Proof: We check invariance under both Markov moves. For $b,g\in B_n$, we find $$M(gbg^{-1})=\alpha^{-(n-1)}\varphi(\rho(gbg^{-1}))=\alpha^{-(n-1)}\varphi(\rho(g)\rho(b)\rho(g)^{-1})=\alpha^{-(n-1)}\varphi(\rho(b))=M(b),$$ where we have used the properties of $\varphi$ and $\rho$. For $b\in B_n$, we have $b\sigma_n\in B_{n+1}$, and thus find $$M(b\sigma_n)=\alpha^{-n}\varphi(\rho(b)R_n)=\alpha^{-n}\alpha\varphi(\rho(b))=M(b).$$ This shows that $M$ is indeed invariant under both Markov moves. Now let $L_1,L_2$ be two equivalent topological links, arising from braids as $L_1=L(b_1)$, $L_2=L(b_2)$. By Markov’s theorem, this implies that there is a finite sequence of Markov moves taking $b_1$ to $b_2$. Since $M$ is invariant under Markov moves, this implies $M(b_1)=M(b_2)$, and thus $I(L_1)=I(L_2)$, i.e. $I$ is a link invariant. ■

We next have to show that the assumptions made in this lemma can actually be realized, and lead to interesting invariants. To do so, we take the algebra $\cal A$ to be the Temperley-Lieb algebra ${\cal T}(d)=\cal A$ which we have encountered before. In an abstract formulation, this is an algebra which consists of all sums and products of elements $U_i$, $i\in\mathbb N$, satisfying the relations $$\begin{align*}U_iU_j&=U_jU_i\,,\qquad|i-j|>1\\U_iU_{i\pm 1}U_i&=U_i\\U_i^2&=d\cdot U_i,\end{align*}$$ where $d$ is some complex parameter.

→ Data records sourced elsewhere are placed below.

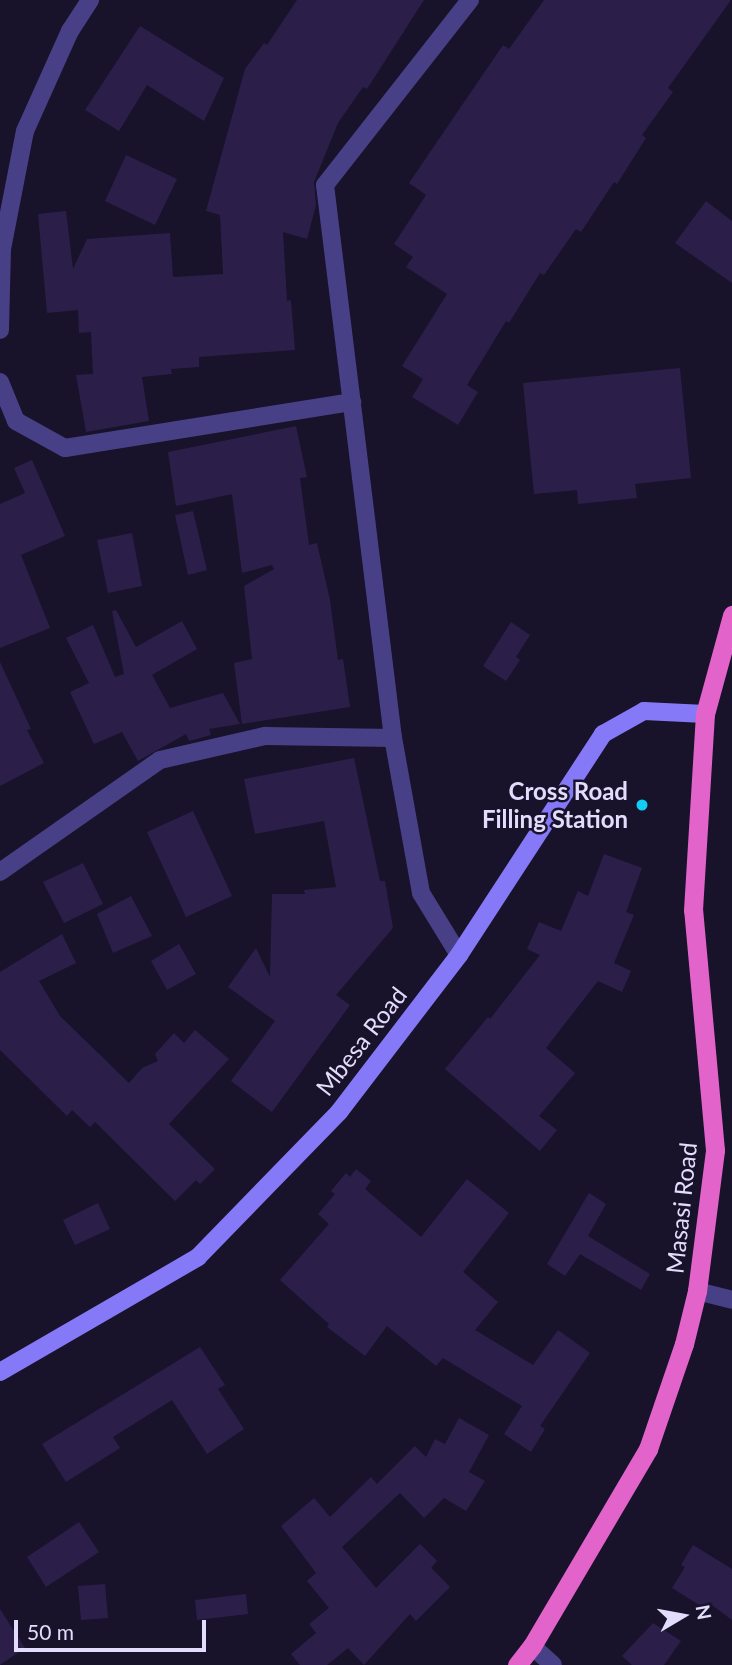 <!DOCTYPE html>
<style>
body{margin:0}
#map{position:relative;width:732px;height:1665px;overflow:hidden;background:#18122a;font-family:Lato,sans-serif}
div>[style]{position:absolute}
.building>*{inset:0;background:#2b1f4a}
.minor>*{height:18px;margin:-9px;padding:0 9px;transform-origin:9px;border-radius:9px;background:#484086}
.secondary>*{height:18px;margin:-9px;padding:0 9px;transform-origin:9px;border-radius:9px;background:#8579f8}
.trunk>*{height:19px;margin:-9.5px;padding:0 9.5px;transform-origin:9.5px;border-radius:9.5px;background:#e264ca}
.dots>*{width:19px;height:19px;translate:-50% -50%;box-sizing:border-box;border:4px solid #18122a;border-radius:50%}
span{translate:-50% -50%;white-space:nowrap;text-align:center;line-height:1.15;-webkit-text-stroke:5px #18122a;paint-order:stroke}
.poi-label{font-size:24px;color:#e3ddfd;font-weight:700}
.right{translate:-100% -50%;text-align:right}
.street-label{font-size:24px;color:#e3ddfd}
.north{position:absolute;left:648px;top:1581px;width:70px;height:70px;-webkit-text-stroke:5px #18122a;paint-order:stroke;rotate:80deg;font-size:19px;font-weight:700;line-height:28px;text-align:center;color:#e3ddfd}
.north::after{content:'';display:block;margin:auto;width:24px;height:32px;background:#e3ddfd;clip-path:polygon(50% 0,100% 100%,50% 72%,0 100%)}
.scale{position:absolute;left:14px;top:1620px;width:192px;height:32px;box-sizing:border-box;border:4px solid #e3ddfd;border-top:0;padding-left:9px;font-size:21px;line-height:24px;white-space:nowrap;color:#e3ddfd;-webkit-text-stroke:5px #18122a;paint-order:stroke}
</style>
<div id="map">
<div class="building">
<div style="clip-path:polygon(297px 0,424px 0,367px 89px,363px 87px,338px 123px,314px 182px,316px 205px,307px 239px,283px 232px,287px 301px,291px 300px,295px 350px,199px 357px,199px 367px,171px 369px,172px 374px,142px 377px,149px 421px,86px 432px,76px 375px,93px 374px,91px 332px,79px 333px,78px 310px,47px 313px,38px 214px,66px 211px,73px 269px,87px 239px,170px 233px,173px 277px,223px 274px,220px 215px,206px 211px,245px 69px,264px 43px,267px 45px)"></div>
<div style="clip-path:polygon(544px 0,731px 0,668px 88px,673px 92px,642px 135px,646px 138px,617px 184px,614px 182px,581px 232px,576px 229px,544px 275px,540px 273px,509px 323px,506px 321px,467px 385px,478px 392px,458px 425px,412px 397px,423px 379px,402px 366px,447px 294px,406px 267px,413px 257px,394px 244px,426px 195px,409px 183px,503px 45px,509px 49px)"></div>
<div style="clip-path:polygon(140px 26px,224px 78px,204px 121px,147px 85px,119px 131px,85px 110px)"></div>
<div style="clip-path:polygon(126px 155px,177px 179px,155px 225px,105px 201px)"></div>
<div style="clip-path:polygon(706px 201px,732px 221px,732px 283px,675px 243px)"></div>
<div style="clip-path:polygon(680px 368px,691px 478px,635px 484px,637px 498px,578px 504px,577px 490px,534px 494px,523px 383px)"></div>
<div style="clip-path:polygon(296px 426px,307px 477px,300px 478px,309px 545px,317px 543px,330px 600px,338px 660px,343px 659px,350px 707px,242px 724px,234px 663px,252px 659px,244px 586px,274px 569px,272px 565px,242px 573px,232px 494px,176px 506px,168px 452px)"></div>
<div style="clip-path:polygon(32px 460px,65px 536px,21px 555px,50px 628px,0 648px,0 504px,25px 493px,14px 468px)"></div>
<div style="clip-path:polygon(193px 511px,207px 570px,188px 575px,175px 515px)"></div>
<div style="clip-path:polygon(132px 533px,142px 586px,108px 593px,97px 540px)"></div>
<div style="clip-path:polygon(116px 610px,136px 647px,182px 621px,197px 649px,152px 675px,170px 708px,223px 693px,240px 724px,209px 729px,211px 735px,189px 741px,186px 734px,138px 761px,122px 732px,94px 744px,70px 692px,89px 683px,66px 638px,93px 625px,115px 677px,124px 674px,112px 611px)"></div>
<div style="clip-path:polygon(511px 622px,530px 635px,516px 657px,520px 660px,506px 681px,483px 666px)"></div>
<div style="clip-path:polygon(0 662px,31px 729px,27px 730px,44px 763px,0 786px)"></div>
<div style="clip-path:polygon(354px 758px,380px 881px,385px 881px,393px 928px,336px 995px,350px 1005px,272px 1112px,231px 1081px,275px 1021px,228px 987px,256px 948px,270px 977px,272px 894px,305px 894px,304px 890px,336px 887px,324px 821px,255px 834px,244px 779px)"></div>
<div style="clip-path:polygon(193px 811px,232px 896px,186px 917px,147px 832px)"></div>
<div style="clip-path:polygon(604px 854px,642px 868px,626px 912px,634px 915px,614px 963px,631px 971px,622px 992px,598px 981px,546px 1048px,575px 1073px,539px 1116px,557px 1130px,540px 1151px,445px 1069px,488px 1017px,490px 1019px,540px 955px,527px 949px,539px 922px,561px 931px,578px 891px,588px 896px)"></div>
<div style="clip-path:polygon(83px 863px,103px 904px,64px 923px,43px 882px)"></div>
<div style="clip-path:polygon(131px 896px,152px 936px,113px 953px,97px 914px)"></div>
<div style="clip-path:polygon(62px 934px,76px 963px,39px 981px,60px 1016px,129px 1083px,142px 1068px,158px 1061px,155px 1054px,174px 1033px,184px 1043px,195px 1030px,229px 1059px,169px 1124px,215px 1169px,200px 1184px,196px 1180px,175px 1201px,95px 1122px,90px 1127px,72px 1110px,67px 1116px,0 1050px,0 972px)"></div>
<div style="clip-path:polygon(179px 944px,196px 974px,167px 990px,151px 961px)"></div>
<div style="clip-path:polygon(356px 1169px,371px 1181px,365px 1189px,421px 1237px,467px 1179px,509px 1213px,463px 1272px,498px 1302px,475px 1330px,533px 1365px,558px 1330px,590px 1353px,540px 1426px,545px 1429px,531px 1452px,504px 1434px,522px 1406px,443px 1358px,436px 1366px,387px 1326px,365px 1356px,327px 1327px,329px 1324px,280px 1280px,329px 1224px,318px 1214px,335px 1194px,331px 1191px,346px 1173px,350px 1177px)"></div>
<div style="clip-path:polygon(589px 1193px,606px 1204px,588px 1236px,650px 1274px,641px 1290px,580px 1254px,565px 1276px,547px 1264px)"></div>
<div style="clip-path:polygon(98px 1203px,110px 1229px,75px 1245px,63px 1220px)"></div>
<div style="clip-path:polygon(200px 1347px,225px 1385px,218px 1389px,244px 1429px,207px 1454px,172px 1400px,113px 1437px,120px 1448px,66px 1482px,42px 1444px)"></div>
<div style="clip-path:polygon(459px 1418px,489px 1435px,469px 1472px,485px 1481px,466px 1511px,444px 1498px,424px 1518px,400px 1493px,342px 1547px,376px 1588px,420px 1544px,437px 1561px,431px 1568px,450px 1587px,416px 1621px,410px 1614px,364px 1665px,348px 1648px,327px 1665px,300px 1665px,291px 1654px,316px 1633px,309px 1624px,329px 1608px,307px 1581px,316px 1573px,281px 1526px,314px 1498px,330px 1517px,371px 1477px,377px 1484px,415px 1446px,426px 1457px,435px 1439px,445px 1444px)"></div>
<div style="clip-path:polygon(79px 1522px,99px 1552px,46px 1587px,27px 1557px)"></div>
<div style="clip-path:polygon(693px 1545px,732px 1569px,732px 1620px,708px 1602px,704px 1608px,672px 1588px,685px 1567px,681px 1565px)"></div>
<div style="clip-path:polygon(105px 1584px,108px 1618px,81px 1620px,78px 1586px)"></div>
<div style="clip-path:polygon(246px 1594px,248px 1614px,197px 1620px,195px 1600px)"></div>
<div style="clip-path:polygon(0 1609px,25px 1648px,0 1665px)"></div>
<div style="clip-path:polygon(653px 1623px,681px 1641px,664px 1665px,632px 1665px,622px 1656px)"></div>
</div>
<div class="minor">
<div style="left:0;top:330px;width:81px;rotate:-88.6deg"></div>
<div style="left:2px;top:249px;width:120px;rotate:-79deg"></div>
<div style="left:25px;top:131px;width:110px;rotate:-65.8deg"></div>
<div style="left:70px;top:31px;width:37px;rotate:-57deg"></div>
<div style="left:0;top:382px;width:42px;rotate:67.7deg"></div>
<div style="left:16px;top:421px;width:56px;rotate:28.9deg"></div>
<div style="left:65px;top:448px;width:291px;rotate:-9.1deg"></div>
<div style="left:0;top:872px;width:195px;rotate:-35deg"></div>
<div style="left:160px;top:760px;width:108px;rotate:-12.9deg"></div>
<div style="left:265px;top:736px;width:128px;rotate:0.9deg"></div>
<div style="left:459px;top:955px;width:73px;rotate:-121.5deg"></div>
<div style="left:421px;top:893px;width:158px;rotate:-100.2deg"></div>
<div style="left:393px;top:738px;width:557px;rotate:-97.01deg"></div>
<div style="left:325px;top:185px;width:235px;rotate:-51.9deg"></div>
<div style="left:697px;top:1291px;width:36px;rotate:14deg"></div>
<div style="left:532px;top:1646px;width:28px;rotate:42deg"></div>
</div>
<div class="secondary">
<div style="left:0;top:1372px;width:229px;rotate:-30.1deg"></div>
<div style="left:198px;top:1257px;width:202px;rotate:-45.8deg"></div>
<div style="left:339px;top:1112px;width:198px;rotate:-52.6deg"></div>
<div style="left:459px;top:955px;width:264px;rotate:-56.9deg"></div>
<div style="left:603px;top:734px;width:47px;rotate:-29.3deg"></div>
<div style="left:644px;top:711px;width:61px;rotate:2.8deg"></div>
</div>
<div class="trunk">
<div style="left:517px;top:1665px;width:24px;rotate:-52deg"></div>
<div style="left:532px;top:1646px;width:229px;rotate:-59.5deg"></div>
<div style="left:648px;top:1449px;width:111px;rotate:-71.1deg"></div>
<div style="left:684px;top:1344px;width:55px;rotate:-76.2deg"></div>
<div style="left:697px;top:1291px;width:142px;rotate:-82.7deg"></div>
<div style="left:715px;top:1150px;width:241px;rotate:-95.2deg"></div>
<div style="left:693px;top:910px;width:196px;rotate:-86.5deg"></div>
<div style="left:705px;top:714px;width:103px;rotate:-74.7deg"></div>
</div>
<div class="dots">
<div style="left:642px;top:805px;background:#13ccf3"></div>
</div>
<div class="poi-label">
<span class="right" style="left:628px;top:805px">Cross Road<br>Filling Station</span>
</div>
<div class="street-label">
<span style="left:361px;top:1041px;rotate:-52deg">Mbesa Road</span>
<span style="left:681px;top:1208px;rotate:-84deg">Masasi Road</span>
</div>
<div class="north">N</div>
<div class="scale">50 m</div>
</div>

We have seen explicit realizations of such relations before (at least for a small number of $U_i$’s). For example, as in Problem 16, we can set $$\begin{align*} U_1&=\frac{1}{\sqrt{N}}\sum_{i,j=1}^N E_{ij}\otimes 1\otimes 1\otimes …\\U_2&=\sqrt{N}\sum_{i=1}^NE_{ii}\otimes E_{ii}\otimes1\otimes 1\otimes …\\U_3&=\frac{1}{\sqrt{N}}\sum_{i,j=1}^N 1\otimes E_{ij}\otimes 1\otimes 1\otimes …\\U_4&=\sqrt{N}\sum_{i=1}^N1\otimes E_{ii}\otimes E_{ii}\otimes1\otimes 1\otimes …\\ U_5&=…\end{align*}$$Here $1,E_{ij}$ denote the identity matrix and canonical matrix units of the $N\times N$ matrices. (We use $N$ instead of $n$ in order not to confuse the matrix size with the number of strands.)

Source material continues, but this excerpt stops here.